Ingo Molnar wrote:
* Avi Kivity <avi@xxxxxxxxxx> wrote:
I.e. this is a somewhat poor solution as far as scheduling goes.
But i'm wondering what the CPU side does. Can REP-NOP really take
thousands of cycles? If yes, under what circumstances?
The guest is running rep-nop in a loop while trying to acquire a
spinlock. The hardware detects this (most likely, repeated
rep-nop with the same rip) and exits. We can program the loop
count; obviously if we're spinning for only a short while it's
better to keep spinning while hoping the lock will be released
soon.
The idea is to detect that the guest is not making forward
progress and yield. If I could tell the scheduler, you may charge
me a couple of milliseconds, I promise not to sue, that would be
ideal. [...]
Ok, with such a waiver, who could refuse?

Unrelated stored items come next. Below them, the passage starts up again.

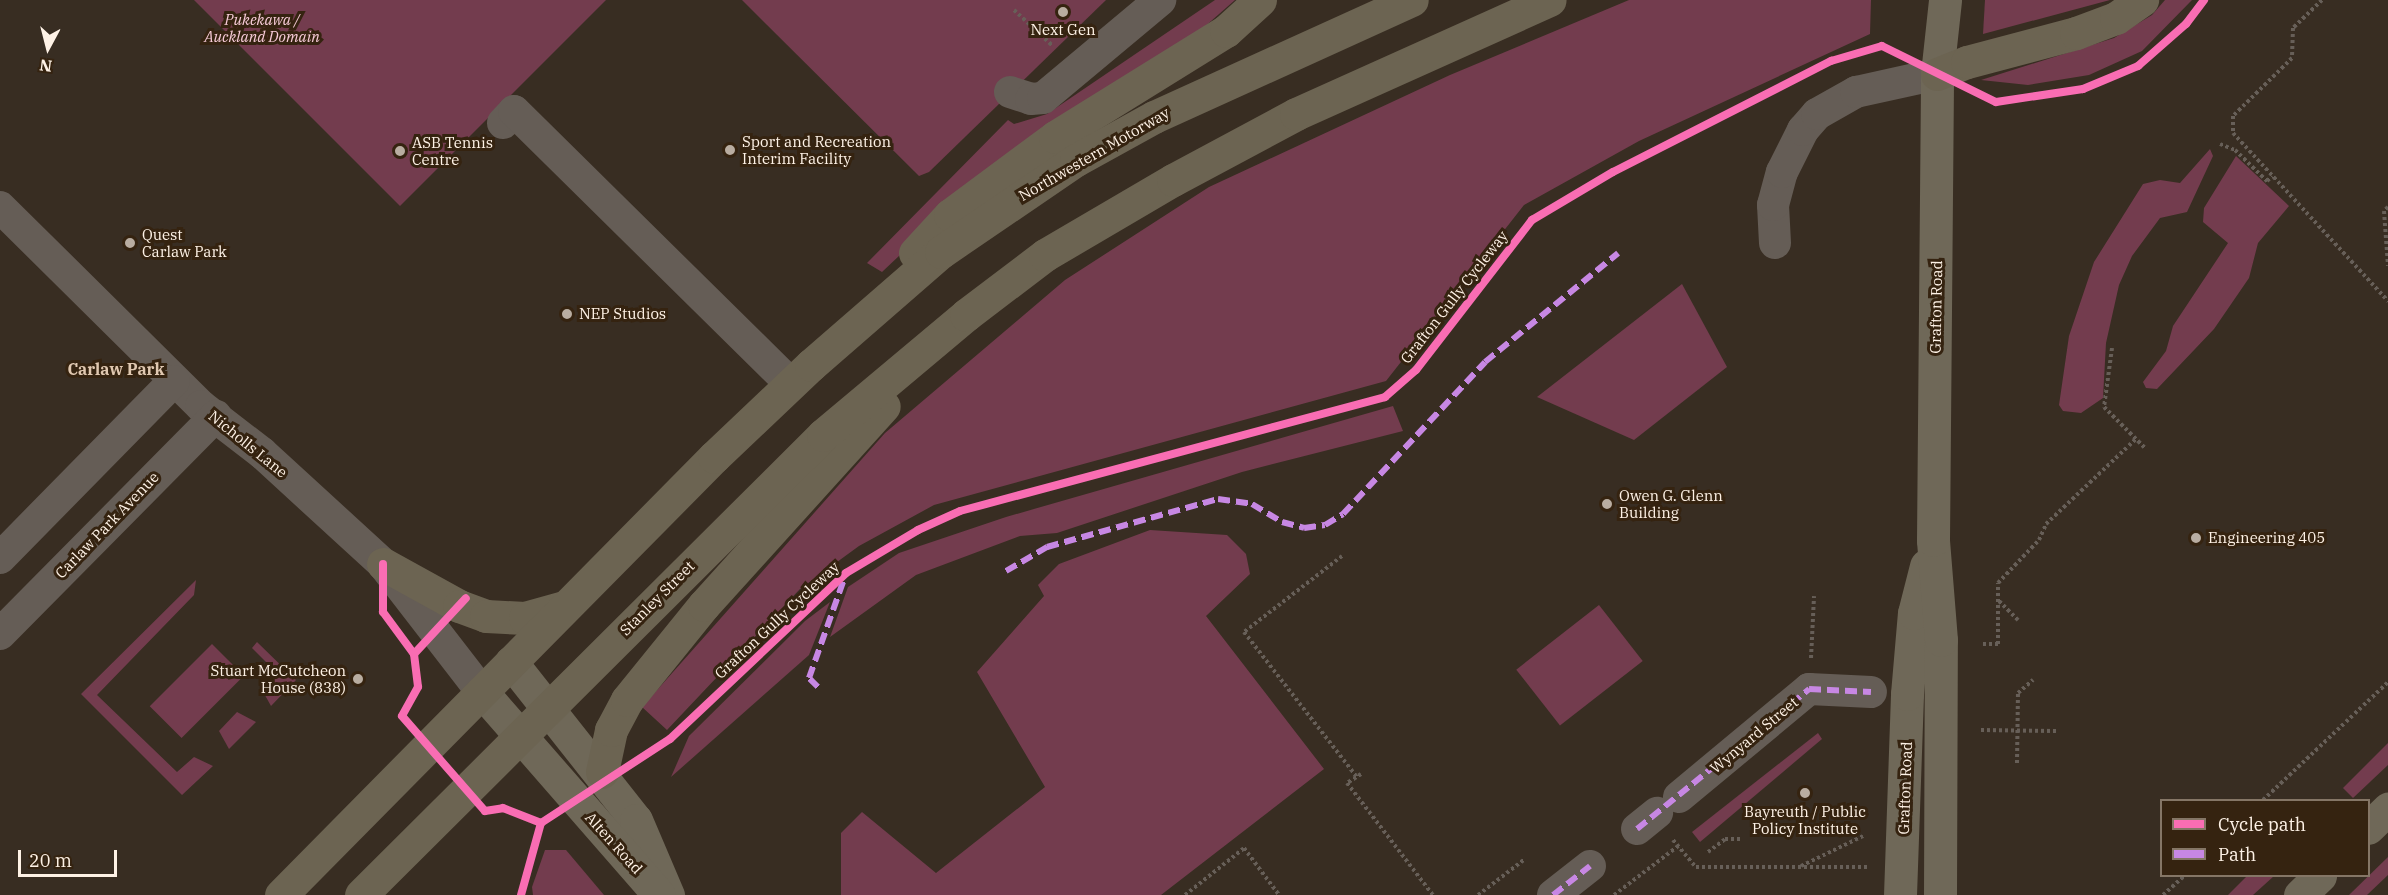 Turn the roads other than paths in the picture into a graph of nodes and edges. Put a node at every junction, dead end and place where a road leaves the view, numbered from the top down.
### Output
1 (1160, 0) edge
2 (1260, 0) edge
3 (1412, 0) edge
4 (1550, 0) edge
5 (1922, 0) edge
6 (1945, 0) edge
7 (2142, 0) edge
8 (1937, 74) junction
9 (1010, 92) dead end
10 (503, 123) dead end
11 (0, 207) edge
12 (1775, 243) dead end
13 (966, 315) junction
14 (801, 375) junction
15 (174, 381) junction
16 (216, 416) junction
17 (1933, 540) junction
18 (0, 558) edge
19 (383, 564) junction
20 (564, 607) junction
21 (0, 634) edge
22 (511, 662) junction
23 (482, 692) junction
24 (1871, 692) dead end
25 (550, 706) junction
26 (521, 736) junction
27 (602, 772) junction
28 (2388, 809) edge
29 (1657, 814) road end
30 (2370, 826) edge
31 (1590, 866) dead end
32 (2319, 877) edge
33 (281, 895) edge
34 (361, 895) edge
35 (659, 895) edge
36 (668, 895) edge
37 (1553, 895) edge
38 (1900, 895) edge
39 (1940, 895) edge
40 (2300, 895) edge

1 - 9 street
2 - 14 highway
3 - 14 highway, Northwestern Motorway
4 - 13 highway
5 - 8 main road, Grafton Road
6 - 8 main road, Grafton Road
7 - 8 highway
8 - 12 street
8 - 17 main road, Grafton Road
10 - 14 street
11 - 15 street, Nicholls Lane
13 - 25 highway, Stanley Street
13 - 27 highway
14 - 20 highway
15 - 16 street, Nicholls Lane
15 - 18 street
16 - 19 street, Nicholls Lane
16 - 21 street, Carlaw Park Avenue
17 - 38 main road, Grafton Road
17 - 39 main road, Grafton Road
19 - 20 highway
19 - 23 street, Nicholls Lane
20 - 22 highway
22 - 23 highway
22 - 25 main road, Alten Road
23 - 26 main road, Alten Road
23 - 33 highway
24 - 29 street, Wynyard Street
25 - 26 highway, Stanley Street
25 - 27 main road, Alten Road
26 - 34 highway, Stanley Street
26 - 35 main road, Alten Road
27 - 36 main road, Alten Road
28 - 30 main road
31 - 37 street
32 - 40 main road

This really needs a new kernel-internal scheduler API though, which
does a lot of fancy things to do:
se->vruntime += 1000000;
i.e. add 1 msec worth of nanoseconds to the task's timeline. (first
remove it from the rbtree, then add it back, and nice-weight it as
well)
I suspected it would be as simple as this.
And only do it if there's other tasks running on this CPU or
so.
What would happen if there weren't? I'd guess the task would continue
running (but with a warped vruntime)?
_That_ would be pretty efficient, and would do the right thing when
two (or more) vcpus run on the same CPU, and it would also do the
right thing if there are repeated VM-exits due to pause filtering.
Please dont even think about using yield for this though - that will
just add a huge hit to this task and wont result in any sane
behavior - and yield is bound to some historic user-space behavior
as well.
A gradual and linear back-off from the current timeline is more of a
fair negotiation process between vcpus and results in more or less
sane (and fair) scheduling, and no unnecessary looping.
You could even do an exponential backoff up to a limit of 1-10 msecs
or so, starting at 100 usecs.
Good idea, it eliminates another variable to be tuned.